Friday, 12 February 2016

'No one believes it': Aleppo losing hope amid doubts over ceasefire

The war for Aleppo had stayed far enough away from their home in the centre of the city for Umm Khaled and her family to hope that, somehow, they could survive it unscathed.
That changed one week ago when bombs, which had long been directed away from Aleppo’s ancient heart and the totemic citadel nearby, crashed into the building next to them.
“We were eating dinner,” said Khaled inside a tent in a Turkish refugee camp where she and 17 other relatives arrived on Tuesday. “Then the bombs hit. Dust, concrete, steel fell on the meal in front of us. “That’s when we knew we had to leave.” Khaled and her family are among the few of nearly 30,000 refugees who fled Aleppo and the countryside to the north who have made it to Turkey. The rest have spent the past week camped out near the border gates, most too poor to even contemplate the 10-hour trek across the mountains for which Khaled’s family members each paid $500.

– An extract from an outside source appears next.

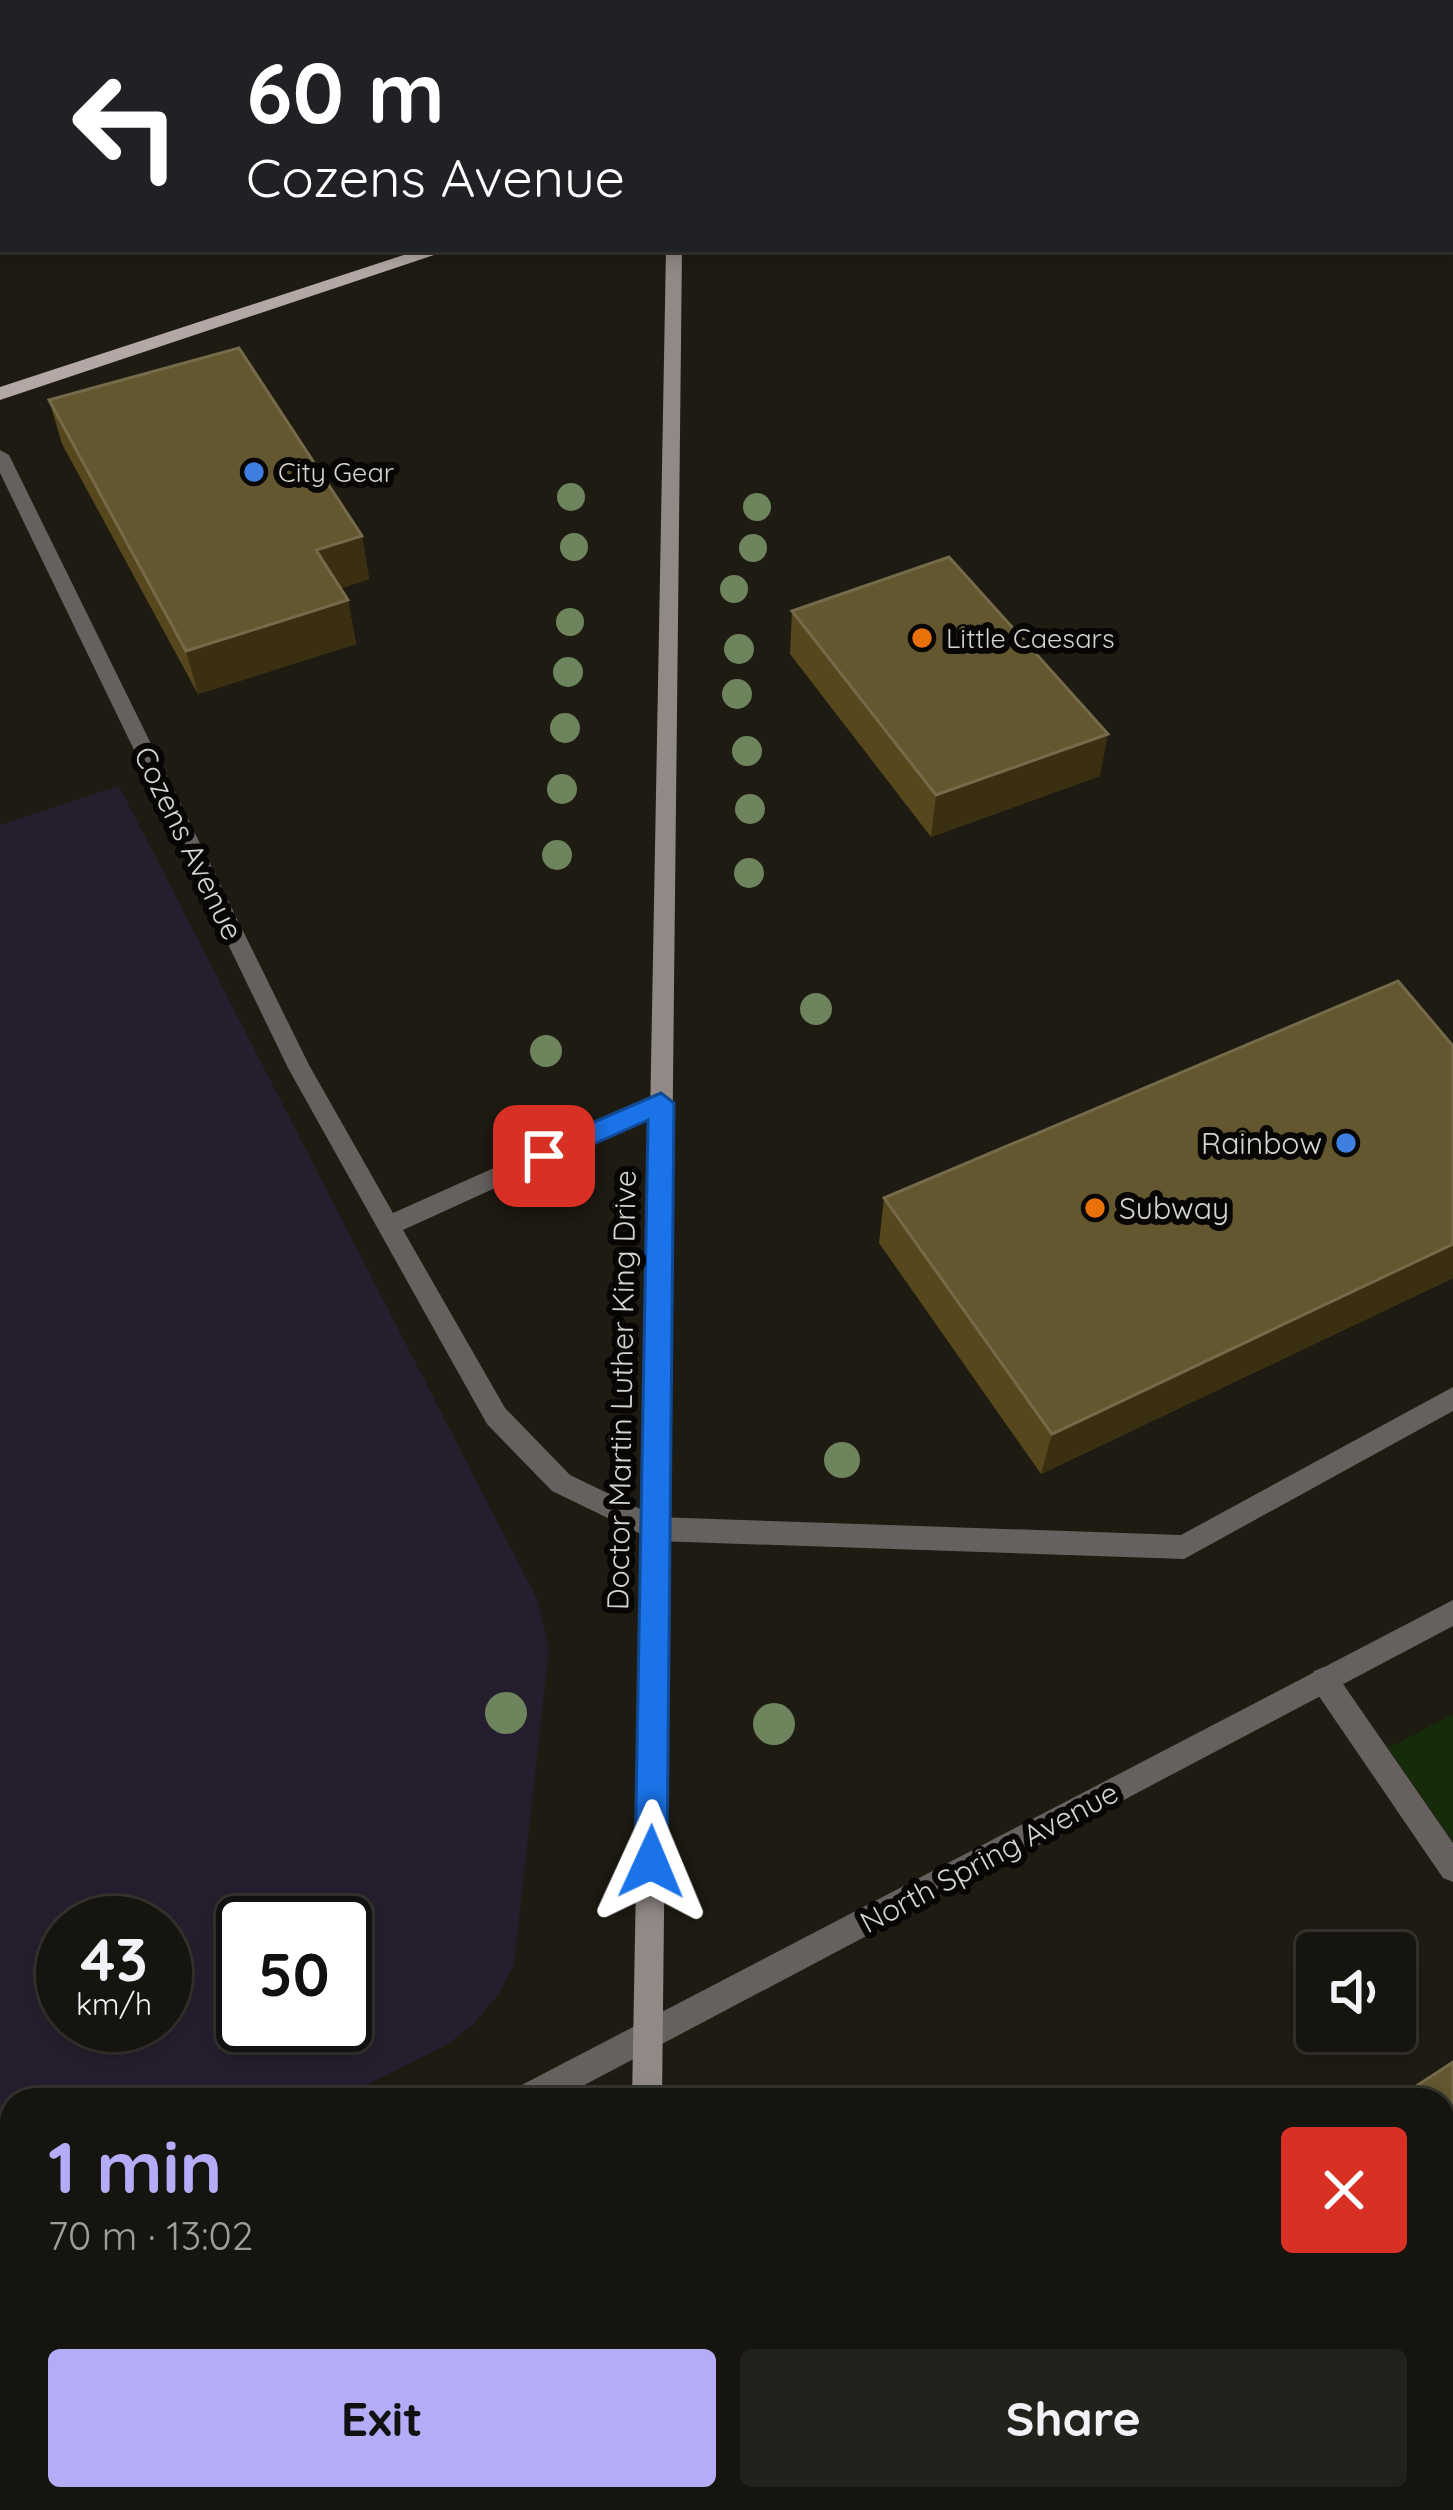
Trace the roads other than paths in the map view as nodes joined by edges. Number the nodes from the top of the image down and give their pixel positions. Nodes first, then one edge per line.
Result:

The family spoke of a city that had already disintegrated before the Russian blitz launched during international peace talks two weeks ago, and which since has become one of the most dangerous places on Earth. Stalking the edges of the city and the ruined towns nearby are a myriad of forces with disparate loyalties which are now more difficult to comprehend or navigate than at any point during the war.
With Russia agreeing with the US to aim for a cessation of hostilities starting in one week, the few opposition groups that remain inside the city say that by then little will be left to fight for. And, in any event, there is little faith within an exhausted opposition that world powers can orchestrate a political outcome while military muscle is prevailing. “The regime is advancing quite quickly,” said Bahar al-Halabi, a Free Syrian Army (FSA) member inside Aleppo. “It is an obvious collaboration between the regime, the Kurds and the Russians. Now we have to fight three giants at the same time. We have very little left. Nothing can change things now. I can’t lie and say that the position of the FSA is strong.

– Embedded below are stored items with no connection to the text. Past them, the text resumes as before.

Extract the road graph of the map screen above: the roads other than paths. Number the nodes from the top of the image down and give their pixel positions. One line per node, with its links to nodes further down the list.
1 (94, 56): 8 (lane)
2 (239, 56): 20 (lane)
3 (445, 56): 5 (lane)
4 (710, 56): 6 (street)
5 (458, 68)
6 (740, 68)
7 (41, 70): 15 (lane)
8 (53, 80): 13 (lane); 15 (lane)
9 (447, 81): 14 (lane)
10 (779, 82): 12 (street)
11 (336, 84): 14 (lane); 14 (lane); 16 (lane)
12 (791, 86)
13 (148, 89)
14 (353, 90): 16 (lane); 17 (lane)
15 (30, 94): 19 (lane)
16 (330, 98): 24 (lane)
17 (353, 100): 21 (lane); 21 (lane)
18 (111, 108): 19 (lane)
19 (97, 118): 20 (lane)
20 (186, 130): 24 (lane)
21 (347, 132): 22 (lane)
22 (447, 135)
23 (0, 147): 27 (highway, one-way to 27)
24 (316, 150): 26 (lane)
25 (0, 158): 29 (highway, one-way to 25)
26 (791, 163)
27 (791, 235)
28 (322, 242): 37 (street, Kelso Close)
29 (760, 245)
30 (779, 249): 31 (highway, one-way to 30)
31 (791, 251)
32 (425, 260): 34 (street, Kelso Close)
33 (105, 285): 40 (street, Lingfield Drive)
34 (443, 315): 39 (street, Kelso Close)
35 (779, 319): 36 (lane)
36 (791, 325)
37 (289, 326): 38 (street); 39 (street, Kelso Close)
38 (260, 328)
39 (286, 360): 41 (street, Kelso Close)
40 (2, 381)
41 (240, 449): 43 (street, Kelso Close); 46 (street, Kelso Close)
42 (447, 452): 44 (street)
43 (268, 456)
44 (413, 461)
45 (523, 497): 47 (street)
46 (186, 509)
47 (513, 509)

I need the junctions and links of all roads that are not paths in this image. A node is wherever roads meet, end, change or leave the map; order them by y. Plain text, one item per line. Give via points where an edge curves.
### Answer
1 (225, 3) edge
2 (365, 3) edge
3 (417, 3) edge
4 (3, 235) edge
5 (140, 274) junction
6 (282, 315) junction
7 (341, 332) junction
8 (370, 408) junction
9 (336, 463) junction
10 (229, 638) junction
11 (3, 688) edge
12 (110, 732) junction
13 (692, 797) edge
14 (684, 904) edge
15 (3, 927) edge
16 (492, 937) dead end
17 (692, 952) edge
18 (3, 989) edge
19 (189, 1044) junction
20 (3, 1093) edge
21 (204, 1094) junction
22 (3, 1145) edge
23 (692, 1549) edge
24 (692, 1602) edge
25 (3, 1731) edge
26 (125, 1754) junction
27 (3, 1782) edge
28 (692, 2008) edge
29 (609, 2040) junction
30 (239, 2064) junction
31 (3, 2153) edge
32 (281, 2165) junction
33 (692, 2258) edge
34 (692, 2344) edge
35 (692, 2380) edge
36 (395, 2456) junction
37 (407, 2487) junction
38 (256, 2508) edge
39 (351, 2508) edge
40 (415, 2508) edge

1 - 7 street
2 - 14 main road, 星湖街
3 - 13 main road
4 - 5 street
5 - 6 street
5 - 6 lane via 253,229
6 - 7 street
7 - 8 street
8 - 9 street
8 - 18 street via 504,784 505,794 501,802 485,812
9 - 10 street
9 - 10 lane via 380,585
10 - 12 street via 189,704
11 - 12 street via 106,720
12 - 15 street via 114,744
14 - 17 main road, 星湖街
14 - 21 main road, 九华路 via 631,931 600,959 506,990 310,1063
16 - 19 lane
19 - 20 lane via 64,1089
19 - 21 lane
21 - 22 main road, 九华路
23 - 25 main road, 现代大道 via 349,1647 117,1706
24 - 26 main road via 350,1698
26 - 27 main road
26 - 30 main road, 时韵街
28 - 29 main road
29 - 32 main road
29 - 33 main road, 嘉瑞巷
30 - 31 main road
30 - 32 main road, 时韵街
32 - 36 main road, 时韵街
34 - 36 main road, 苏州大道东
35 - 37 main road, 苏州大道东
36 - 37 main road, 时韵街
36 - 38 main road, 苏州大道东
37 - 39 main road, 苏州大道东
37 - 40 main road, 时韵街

“The regime is not interested in a political solution unless they get everything they want on the ground. They might agree to a ceasefire, but they will use it to surround us.”
All those who fled Aleppo and made it to Turkey spoke of a sense of defeat and abandonment. “We have been warning of this day for two years,” said Ahmed Othman, another new arrival in the camp, one hour south of the Turkish city of Sanliurfa. “No one listened. And that’s because no one cared.”